The Apriori algorithm is among the first and most popular algorithms for frequent itemset generation (frequent itemsets are then used for association rule mining). However, the runtime of Apriori can be quite large, especially for datasets with a large number of unique items, as the runtime grows exponentially depending on the number of unique items.

In contrast to Apriori, FP-Growth is a frequent pattern generation algorithm that inserts items into a pattern search tree, which allows it to have a linear increase in runtime with respect to the number of unique items or entries.

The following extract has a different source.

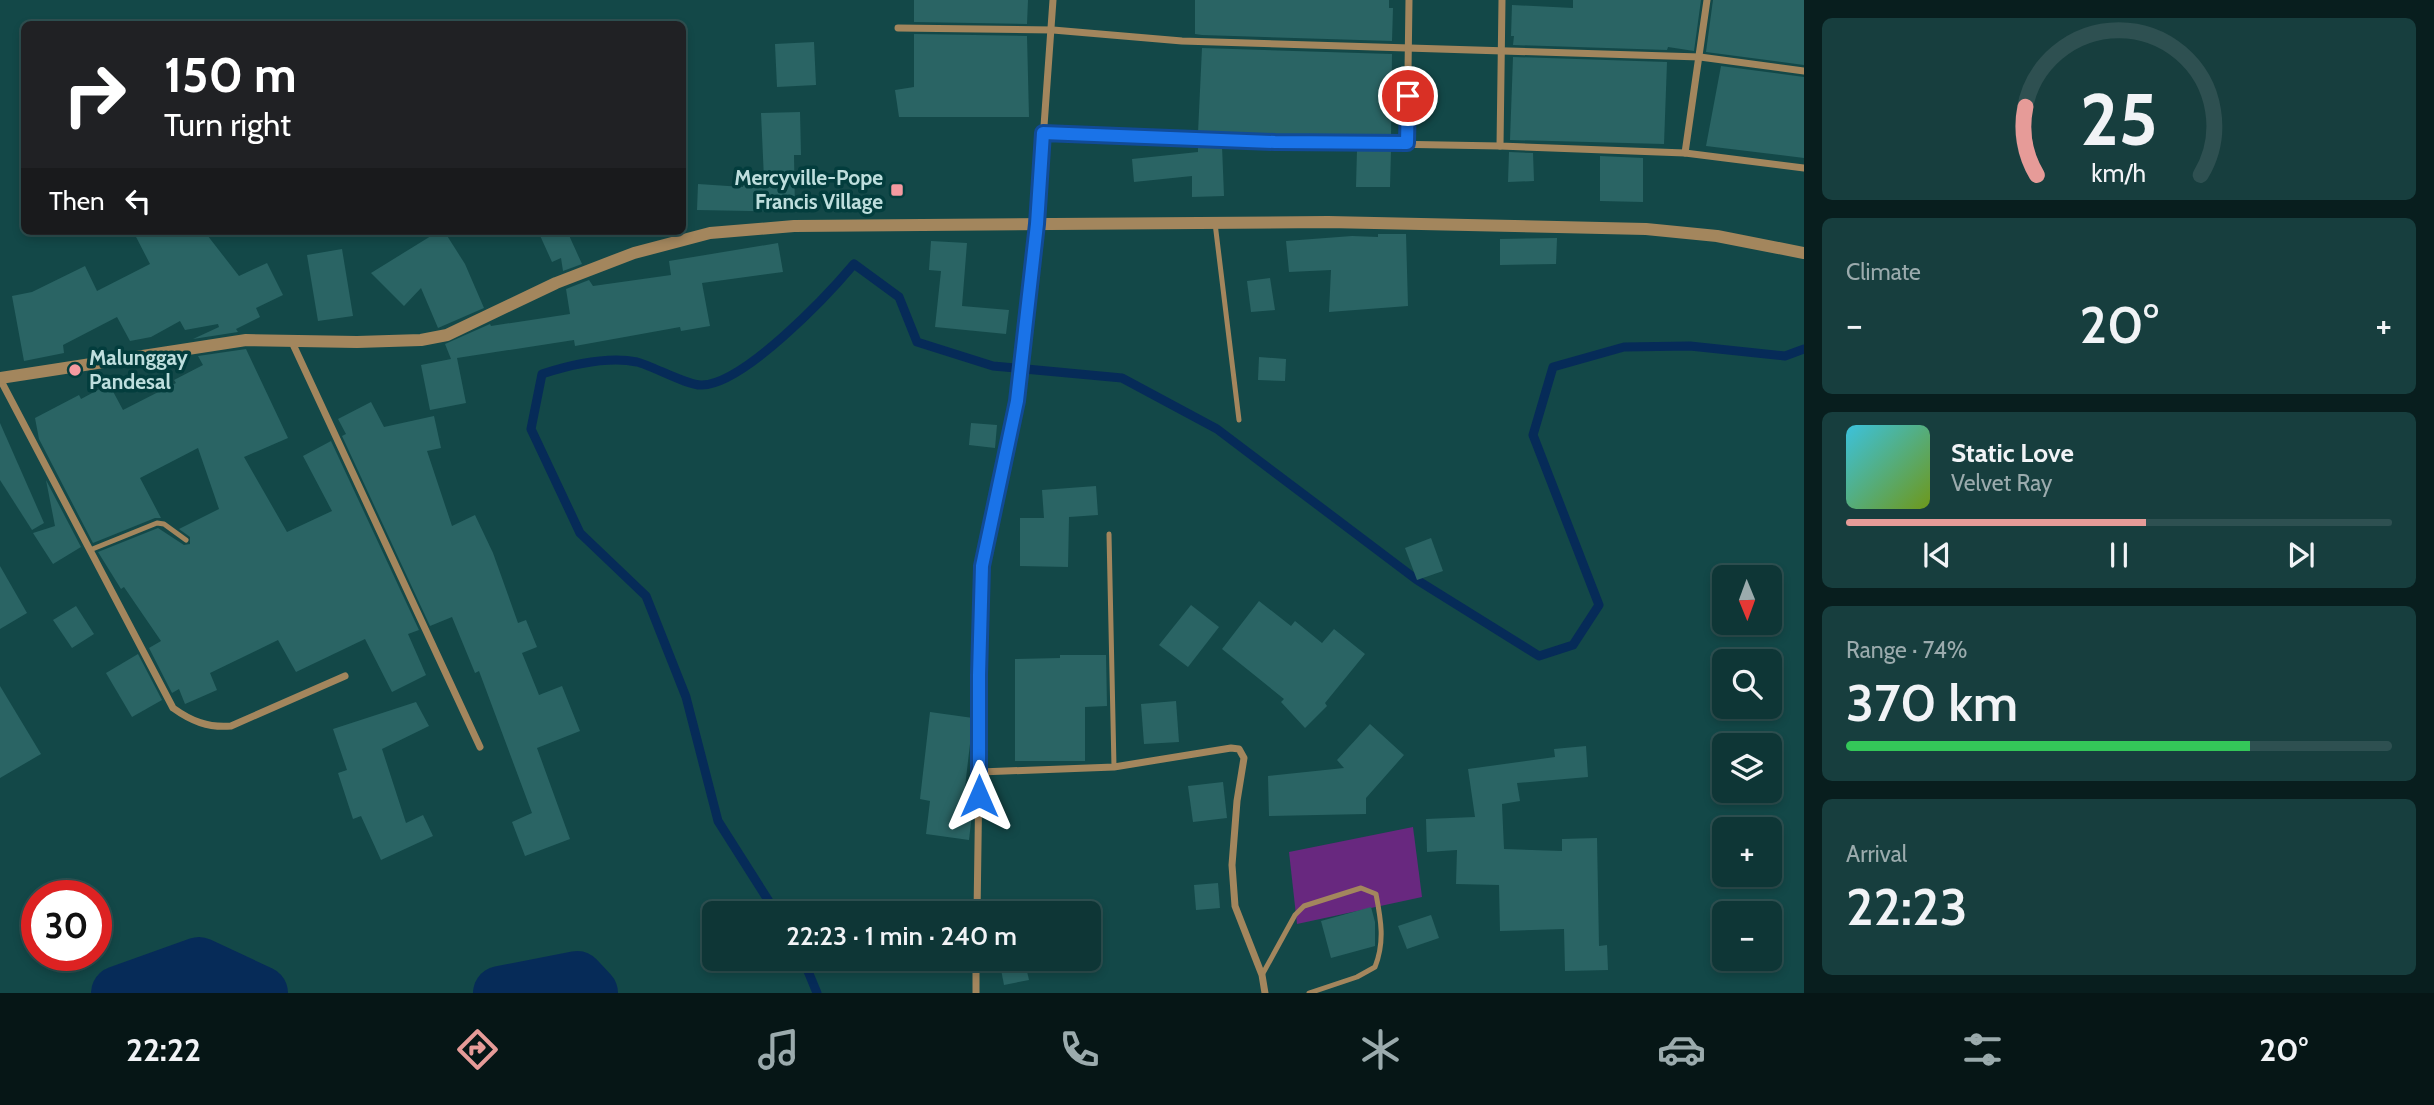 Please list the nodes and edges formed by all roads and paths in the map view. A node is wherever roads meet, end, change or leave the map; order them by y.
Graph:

FP-Max is a variant of FP-Growth, which focuses on obtaining maximal itemsets. An itemset X is said to maximal if X is frequent and there exists no frequent super-pattern containing X. In other words, a frequent pattern X cannot be sub-pattern of larger frequent pattern to qualify for the definition maximal itemset.

Same as in FP-Growth, a new feature is implemented in this algorithm, which is the sub-case when the input contains missing information [2]. The same structure and logic of the algorithm is kept, while "ignoring" the missing values in the data. That gives a more realistic indication of the frequency of existence in the items/itemsets that are generated from the algorithm. The support is computed differently where for a single item, the cardinality of null values is deducted from the cardinality of all transactions in the database. For the case of an itemset, of more than one elements, the cardinality of null values in at least one item in them itemset is deducted from the cardinality of all transactions in the database.

References

[1] Grahne, G., & Zhu, J. (2003, November). Efficiently using prefix-trees in mining frequent itemsets. In FIMI (Vol. 90).
[2] Ragel, A. and Crémilleux, B., 1998. "Treatment of missing values for association rules". In Research and Development in Knowledge Discovery and Data Mining: Second Pacific-Asia Conference, PAKDD-98 Melbourne, Australia, April 15–17, 1998 Proceedings 2 (pp. 258-270). Springer Berlin Heidelberg.

Example 1 -- Maximal Itemsets

The fpmax function expects data in a one-hot encoded pandas DataFrame. Suppose we have the following transaction data:

dataset = [['Milk', 'Onion', 'Nutmeg', 'Kidney Beans', 'Eggs', 'Yogurt'],
           ['Dill', 'Onion', 'Nutmeg', 'Kidney Beans', 'Eggs', 'Yogurt'],
           ['Milk', 'Apple', 'Kidney Beans', 'Eggs'],
           ['Milk', 'Unicorn', 'Corn', 'Kidney Beans', 'Yogurt'],
           ['Corn', 'Onion', 'Onion', 'Kidney Beans', 'Ice cream', 'Eggs']]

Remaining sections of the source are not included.